License: BSD 2-Clause "Simplified" License

Dockerfile 0.18% Makefile 0.69% Shell 0.27% Java 98.85%
brooklin cdc data-pipelines flink kafka kafka-connect

hoptimator's Introduction

Hoptimator

Multi-hop declarative data pipelines

What is Hoptimator?

Hoptimator is an SQL-based control plane for complex data pipelines.

Hoptimator turns high-level SQL subscriptions into multi-hop data pipelines. Pipelines may involve an auto-generated Flink job (or similar) and any arbitrary resources required for the job to run.

How does it work?

Hoptimator has a pluggable adapter framework, which lets you wire-up arbtitary data sources. Adapters loosely correspond to connectors in the underlying compute engine (e.g. Flink Connectors), but they may include custom control plane logic. For example, an adapter may create a cache or a CDC stream as part of a pipeline. This enables a single pipeline to span multiple "hops" across different systems (as opposed to, say, a single Flink job).

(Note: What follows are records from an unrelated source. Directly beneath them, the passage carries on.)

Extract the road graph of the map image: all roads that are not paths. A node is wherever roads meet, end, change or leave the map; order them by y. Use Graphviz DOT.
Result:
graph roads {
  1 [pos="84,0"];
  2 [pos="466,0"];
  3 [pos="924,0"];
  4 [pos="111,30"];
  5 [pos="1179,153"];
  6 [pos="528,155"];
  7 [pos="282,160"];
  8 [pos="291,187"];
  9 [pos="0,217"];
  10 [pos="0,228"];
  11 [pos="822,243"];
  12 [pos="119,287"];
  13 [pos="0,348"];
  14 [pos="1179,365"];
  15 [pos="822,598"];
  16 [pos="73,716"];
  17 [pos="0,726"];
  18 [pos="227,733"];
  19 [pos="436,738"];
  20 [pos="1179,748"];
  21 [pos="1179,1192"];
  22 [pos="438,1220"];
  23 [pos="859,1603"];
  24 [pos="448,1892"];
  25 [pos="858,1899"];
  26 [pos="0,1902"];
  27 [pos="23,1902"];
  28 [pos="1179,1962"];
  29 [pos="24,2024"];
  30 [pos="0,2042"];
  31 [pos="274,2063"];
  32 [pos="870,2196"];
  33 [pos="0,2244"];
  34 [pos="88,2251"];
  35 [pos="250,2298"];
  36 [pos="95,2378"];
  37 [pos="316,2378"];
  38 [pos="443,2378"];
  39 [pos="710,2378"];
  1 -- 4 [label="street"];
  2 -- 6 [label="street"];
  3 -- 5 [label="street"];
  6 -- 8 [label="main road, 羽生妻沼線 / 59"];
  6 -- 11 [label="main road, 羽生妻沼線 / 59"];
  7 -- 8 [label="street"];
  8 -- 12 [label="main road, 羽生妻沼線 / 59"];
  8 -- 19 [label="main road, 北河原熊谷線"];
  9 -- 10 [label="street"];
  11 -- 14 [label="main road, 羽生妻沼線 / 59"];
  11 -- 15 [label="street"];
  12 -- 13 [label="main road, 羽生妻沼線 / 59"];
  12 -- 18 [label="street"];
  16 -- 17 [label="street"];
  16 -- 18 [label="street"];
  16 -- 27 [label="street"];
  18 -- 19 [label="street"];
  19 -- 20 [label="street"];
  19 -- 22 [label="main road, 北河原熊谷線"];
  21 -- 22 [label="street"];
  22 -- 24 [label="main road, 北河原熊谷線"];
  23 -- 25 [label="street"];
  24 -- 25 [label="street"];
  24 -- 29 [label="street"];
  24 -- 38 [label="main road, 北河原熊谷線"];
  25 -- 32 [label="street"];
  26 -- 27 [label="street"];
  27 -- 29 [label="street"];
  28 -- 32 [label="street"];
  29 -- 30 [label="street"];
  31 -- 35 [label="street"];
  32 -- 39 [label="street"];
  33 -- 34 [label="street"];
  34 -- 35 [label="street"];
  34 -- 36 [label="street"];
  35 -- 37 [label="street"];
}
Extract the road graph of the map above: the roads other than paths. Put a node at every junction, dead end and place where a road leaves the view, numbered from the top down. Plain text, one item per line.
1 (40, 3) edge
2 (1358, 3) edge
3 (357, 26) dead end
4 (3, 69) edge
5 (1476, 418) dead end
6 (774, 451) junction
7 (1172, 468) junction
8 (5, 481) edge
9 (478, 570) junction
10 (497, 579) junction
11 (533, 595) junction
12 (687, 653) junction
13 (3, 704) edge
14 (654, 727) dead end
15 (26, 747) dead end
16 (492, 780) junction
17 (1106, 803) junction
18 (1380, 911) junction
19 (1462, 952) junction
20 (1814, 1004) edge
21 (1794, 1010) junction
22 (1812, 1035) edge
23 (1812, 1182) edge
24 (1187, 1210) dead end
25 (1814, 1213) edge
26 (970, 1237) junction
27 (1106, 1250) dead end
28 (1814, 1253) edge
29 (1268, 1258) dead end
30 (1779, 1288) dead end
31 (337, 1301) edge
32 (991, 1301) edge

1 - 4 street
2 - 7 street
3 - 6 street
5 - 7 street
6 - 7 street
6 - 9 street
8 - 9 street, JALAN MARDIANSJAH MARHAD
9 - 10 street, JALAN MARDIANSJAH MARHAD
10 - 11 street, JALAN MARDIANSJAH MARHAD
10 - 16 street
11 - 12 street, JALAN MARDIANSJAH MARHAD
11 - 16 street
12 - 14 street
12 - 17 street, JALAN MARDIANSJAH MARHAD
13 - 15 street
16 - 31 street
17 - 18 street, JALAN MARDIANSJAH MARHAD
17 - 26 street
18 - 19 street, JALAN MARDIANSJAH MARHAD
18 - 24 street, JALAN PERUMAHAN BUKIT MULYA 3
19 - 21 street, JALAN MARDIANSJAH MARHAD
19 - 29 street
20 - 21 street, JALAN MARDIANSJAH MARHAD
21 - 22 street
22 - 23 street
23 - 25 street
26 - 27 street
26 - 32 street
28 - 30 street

Hoptimator's pipelines tend to have the following general shape:

                                _________
topic1 ----------------------> |         |
table2 --> CDC ---> topic2 --> | SQL job | --> topic4
table3 --> rETL --> topic3 --> |_________|

The three data sources on the left correspond to three different adapters:

  1. topic1 can be read directly from a Flink job, so the first adapter simply configures a Flink connector.
  2. table2 is inefficient for bulk access, so the second adapter creates a CDC stream (topic2) and configures a Flink connector to read from that.
  3. table3 is in cold storage, so the third adapter creates a reverse-ETL job to re-ingest the data into Kafka.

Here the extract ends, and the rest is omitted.